The architecture of CNN-based model.
The architecture of Transformer-based model (STF).
Install CompressAI and the packages required for development.
conda create -n compress python=3.7
conda activate compress
pip install compressai
pip install pybind11
git clone https://github.com/Googolxx/STF stf
cd stf
pip install -e .
pip install -e '.[dev]'
Note: wheels are available for Linux and MacOS.
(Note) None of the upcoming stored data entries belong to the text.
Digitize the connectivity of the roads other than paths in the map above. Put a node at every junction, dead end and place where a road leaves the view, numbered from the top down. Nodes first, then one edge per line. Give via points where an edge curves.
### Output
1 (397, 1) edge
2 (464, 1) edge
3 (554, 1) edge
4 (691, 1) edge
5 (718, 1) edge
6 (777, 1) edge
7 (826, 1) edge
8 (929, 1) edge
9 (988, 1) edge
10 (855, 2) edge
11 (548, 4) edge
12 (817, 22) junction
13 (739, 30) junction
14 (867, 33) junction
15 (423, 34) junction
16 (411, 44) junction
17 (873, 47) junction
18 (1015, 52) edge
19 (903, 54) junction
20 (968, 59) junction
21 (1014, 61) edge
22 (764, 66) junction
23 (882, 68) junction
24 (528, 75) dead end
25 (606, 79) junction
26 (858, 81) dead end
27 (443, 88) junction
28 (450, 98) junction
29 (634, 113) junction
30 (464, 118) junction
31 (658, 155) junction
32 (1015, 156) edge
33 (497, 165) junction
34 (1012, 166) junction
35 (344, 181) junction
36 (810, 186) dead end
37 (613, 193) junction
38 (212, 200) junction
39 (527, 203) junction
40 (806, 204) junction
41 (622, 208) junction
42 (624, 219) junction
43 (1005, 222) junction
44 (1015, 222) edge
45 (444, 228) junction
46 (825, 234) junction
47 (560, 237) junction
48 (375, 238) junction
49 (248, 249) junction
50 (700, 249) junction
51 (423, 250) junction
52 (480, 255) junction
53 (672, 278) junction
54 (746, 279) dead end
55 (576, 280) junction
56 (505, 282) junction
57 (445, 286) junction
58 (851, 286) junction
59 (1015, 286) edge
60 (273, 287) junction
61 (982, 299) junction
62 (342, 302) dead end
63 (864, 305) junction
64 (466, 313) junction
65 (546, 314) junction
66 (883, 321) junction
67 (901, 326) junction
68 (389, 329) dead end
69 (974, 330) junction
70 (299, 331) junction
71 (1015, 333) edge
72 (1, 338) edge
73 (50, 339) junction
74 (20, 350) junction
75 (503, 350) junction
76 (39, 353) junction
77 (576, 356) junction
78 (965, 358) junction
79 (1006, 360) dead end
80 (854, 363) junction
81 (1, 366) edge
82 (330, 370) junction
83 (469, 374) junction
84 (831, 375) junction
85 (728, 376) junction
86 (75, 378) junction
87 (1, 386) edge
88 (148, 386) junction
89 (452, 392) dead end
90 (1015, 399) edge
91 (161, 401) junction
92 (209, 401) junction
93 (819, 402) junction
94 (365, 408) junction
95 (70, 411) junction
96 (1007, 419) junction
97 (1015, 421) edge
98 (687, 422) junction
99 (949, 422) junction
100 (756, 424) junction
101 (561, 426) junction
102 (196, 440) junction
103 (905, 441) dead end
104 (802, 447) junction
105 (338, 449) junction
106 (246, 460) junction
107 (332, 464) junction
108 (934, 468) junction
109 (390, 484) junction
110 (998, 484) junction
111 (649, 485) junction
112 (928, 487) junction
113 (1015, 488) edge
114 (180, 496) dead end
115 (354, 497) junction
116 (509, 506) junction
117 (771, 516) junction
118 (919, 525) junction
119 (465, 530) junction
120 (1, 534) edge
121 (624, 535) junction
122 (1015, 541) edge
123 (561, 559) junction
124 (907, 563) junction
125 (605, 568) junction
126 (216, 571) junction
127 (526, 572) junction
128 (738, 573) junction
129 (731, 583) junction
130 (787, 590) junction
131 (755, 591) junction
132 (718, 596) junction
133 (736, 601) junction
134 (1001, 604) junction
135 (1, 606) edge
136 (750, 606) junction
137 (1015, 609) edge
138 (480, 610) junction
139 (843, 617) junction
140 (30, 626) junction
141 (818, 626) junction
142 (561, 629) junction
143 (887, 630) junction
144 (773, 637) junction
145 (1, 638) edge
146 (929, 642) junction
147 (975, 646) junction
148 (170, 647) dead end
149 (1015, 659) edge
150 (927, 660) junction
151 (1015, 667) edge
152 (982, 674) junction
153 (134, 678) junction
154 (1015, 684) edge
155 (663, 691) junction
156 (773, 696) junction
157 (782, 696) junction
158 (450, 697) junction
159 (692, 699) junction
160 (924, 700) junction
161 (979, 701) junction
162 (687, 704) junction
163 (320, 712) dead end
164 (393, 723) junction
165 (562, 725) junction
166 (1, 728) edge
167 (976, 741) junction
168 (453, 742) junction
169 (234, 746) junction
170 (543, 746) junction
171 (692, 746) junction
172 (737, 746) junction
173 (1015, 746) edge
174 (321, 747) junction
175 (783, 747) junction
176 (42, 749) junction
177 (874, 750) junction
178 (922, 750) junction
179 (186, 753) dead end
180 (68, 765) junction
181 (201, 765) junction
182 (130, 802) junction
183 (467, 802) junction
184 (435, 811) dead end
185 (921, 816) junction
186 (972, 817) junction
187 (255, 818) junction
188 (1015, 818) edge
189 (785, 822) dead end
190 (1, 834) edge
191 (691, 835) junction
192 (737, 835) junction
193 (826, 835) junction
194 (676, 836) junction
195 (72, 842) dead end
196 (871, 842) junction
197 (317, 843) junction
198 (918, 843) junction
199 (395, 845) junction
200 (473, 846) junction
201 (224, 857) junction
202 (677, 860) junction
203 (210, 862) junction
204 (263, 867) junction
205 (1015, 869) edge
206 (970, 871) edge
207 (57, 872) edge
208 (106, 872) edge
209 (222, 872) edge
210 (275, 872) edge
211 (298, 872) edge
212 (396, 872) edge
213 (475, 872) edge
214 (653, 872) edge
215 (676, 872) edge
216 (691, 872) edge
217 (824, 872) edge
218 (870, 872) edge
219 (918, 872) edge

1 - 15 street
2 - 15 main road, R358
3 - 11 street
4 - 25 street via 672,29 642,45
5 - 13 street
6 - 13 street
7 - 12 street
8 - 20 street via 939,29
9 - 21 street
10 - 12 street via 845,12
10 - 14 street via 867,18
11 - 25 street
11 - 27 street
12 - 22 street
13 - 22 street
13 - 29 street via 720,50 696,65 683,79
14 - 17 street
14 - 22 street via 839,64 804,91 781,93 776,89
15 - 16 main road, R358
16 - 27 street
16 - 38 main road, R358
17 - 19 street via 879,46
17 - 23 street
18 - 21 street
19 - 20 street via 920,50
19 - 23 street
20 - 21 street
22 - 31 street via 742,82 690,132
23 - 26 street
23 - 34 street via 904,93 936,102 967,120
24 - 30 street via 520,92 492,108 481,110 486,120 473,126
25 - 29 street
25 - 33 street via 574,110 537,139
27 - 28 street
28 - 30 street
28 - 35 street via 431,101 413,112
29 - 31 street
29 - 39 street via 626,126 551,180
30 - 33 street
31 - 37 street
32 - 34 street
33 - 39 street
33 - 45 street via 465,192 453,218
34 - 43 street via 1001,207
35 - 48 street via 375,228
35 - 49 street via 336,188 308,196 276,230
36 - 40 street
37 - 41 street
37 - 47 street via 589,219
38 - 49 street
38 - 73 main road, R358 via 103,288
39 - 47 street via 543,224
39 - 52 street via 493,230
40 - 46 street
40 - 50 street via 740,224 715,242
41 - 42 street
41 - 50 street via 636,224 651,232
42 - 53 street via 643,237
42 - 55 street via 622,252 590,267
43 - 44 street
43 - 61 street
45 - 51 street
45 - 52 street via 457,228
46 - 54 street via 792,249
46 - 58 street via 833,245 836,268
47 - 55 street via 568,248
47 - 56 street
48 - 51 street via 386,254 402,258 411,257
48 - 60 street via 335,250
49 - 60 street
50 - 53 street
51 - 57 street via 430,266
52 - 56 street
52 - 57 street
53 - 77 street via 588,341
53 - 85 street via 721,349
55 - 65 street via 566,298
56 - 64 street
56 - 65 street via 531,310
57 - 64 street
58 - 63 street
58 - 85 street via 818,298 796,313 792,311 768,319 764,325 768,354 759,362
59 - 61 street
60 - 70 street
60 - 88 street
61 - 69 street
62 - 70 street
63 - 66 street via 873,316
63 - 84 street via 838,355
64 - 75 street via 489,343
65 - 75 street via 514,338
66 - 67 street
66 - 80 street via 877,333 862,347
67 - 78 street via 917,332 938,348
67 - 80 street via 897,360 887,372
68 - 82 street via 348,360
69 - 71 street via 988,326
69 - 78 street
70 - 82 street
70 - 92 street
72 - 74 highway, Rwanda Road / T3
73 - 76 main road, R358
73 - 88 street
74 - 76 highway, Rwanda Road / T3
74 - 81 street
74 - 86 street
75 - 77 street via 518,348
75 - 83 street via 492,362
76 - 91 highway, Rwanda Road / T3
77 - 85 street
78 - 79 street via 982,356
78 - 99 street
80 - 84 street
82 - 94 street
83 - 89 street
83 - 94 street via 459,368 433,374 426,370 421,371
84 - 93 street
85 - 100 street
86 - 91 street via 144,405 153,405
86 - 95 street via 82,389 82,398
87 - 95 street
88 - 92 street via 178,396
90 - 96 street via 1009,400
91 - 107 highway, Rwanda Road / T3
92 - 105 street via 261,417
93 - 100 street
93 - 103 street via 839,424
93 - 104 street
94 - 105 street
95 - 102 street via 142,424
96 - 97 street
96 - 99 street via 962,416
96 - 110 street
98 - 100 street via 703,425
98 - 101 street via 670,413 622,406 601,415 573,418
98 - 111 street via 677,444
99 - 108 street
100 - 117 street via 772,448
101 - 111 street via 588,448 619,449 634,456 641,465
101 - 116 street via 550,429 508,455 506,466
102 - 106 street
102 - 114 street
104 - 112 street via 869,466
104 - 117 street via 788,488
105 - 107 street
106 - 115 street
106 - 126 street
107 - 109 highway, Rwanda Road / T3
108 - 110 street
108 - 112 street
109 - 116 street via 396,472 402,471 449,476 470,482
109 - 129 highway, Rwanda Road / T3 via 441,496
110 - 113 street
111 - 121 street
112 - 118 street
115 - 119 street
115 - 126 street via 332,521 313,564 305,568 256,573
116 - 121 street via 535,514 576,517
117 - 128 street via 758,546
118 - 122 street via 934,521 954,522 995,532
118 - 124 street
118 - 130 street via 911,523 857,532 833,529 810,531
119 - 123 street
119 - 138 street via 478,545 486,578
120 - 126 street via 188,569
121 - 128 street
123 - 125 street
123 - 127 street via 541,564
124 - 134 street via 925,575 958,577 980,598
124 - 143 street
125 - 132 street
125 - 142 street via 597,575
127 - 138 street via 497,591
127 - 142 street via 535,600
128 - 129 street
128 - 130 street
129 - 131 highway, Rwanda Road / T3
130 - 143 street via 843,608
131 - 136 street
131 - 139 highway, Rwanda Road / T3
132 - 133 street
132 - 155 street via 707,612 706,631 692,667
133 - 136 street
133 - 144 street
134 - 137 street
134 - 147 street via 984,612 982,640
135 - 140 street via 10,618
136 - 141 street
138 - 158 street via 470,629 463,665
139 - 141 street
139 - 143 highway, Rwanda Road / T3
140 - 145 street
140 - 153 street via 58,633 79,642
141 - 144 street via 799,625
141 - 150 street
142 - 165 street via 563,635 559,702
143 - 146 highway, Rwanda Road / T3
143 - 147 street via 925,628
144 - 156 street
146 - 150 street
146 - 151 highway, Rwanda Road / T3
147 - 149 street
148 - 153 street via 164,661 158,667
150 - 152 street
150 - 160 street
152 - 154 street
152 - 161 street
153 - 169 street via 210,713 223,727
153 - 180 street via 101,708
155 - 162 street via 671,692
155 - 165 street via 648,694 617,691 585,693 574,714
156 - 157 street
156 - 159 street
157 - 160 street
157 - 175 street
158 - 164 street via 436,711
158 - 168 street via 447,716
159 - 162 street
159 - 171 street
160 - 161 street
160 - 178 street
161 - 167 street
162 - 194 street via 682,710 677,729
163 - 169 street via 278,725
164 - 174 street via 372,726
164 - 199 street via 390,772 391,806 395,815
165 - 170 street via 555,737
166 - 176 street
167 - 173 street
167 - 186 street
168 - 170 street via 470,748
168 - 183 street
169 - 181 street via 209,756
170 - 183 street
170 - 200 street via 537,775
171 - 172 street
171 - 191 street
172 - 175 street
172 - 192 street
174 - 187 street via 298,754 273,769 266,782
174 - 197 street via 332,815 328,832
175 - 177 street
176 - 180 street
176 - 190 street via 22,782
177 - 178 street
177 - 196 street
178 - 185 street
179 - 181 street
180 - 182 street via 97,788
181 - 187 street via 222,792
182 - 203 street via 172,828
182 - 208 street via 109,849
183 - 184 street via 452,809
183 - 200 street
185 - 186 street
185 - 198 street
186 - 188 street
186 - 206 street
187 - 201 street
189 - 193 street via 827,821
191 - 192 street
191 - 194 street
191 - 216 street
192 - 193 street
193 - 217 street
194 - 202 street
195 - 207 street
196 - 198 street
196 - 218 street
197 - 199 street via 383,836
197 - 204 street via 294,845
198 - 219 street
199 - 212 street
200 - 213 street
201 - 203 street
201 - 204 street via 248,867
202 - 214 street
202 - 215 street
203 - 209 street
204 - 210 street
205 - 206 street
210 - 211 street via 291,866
An examplary training script with a rate-distortion loss is provided in
train.py
.
Training a CNN-based model:
CUDA_VISIBLE_DEVICES=0,1 python train.py -d /path/to/image/dataset/ -e 1000 --batch-size 16 --save --save_path /path/to/save/ -m cnn --cuda --lambda 0.0035
e.g., CUDA_VISIBLE_DEVICES=0,1 python train.py -d openimages -e 1000 --batch-size 16 --save --save_path ckpt/cnn_0035.pth.tar -m cnn --cuda --lambda 0.0035
Training a Transformer-based model(STF):
CUDA_VISIBLE_DEVICES=0,1 python train.py -d /path/to/image/dataset/ -e 1000 --batch-size 16 --save --save_path /path/to/save/ -m stf --cuda --lambda 0.0035
To evaluate a trained model on your own dataset, the evaluation script is:
CUDA_VISIBLE_DEVICES=0 python -m compressai.utils.eval_model -d /path/to/image/folder/ -r /path/to/reconstruction/folder/ -a stf -p /path/to/checkpoint/ --cuda
CUDA_VISIBLE_DEVICES=0 python -m compressai.utils.eval_model -d /path/to/image/folder/ -r /path/to/reconstruction/folder/ -a cnn -p /path/to/checkpoint/ --cuda
The script for downloading OpenImages is provided in downloader_openimages.py
. Please install fiftyone first.
Visualization of the reconstructed image kodim01.png.
Visualization of the reconstructed image kodim07.png.
RD curves
RD curves on Kodak.
RD curves on CLIC Professional Validation dataset.
Method | Enc(s) | Dec(s) | PSNR | bpp |
---|---|---|---|---|
CNN | 0.12 | 0.12 | 35.91 | 0.650 |
STF | 0.15 | 0.15 | 35.82 | 0.651 |
Pretrained models (optimized for MSE) trained from scratch using randomly chose 300k images from the OpenImages dataset.
Method | Lambda | Link |
---|---|---|
CNN | 0.0018 | cnn_0018 |
CNN | 0.0035 | cnn_0035 |
CNN | 0.0067 | cnn_0067 |
CNN | 0.025 | cnn_025 |
STF | 0.0018 | stf_0018 |
STF | 0.0035 | stf_0035 |
STF | 0.0067 | stf_0067 |
STF | 0.013 | stf_013 |
STF | 0.025 | stf_025 |
STF | 0.0483 | stf_0483 |
Other pretrained models will be released successively.
@inproceedings{zou2022the,
title={The Devil Is in the Details: Window-based Attention for Image Compression},
author={Zou, Renjie and Song, Chunfeng and Zhang, Zhaoxiang},
booktitle={CVPR},
year={2022}
}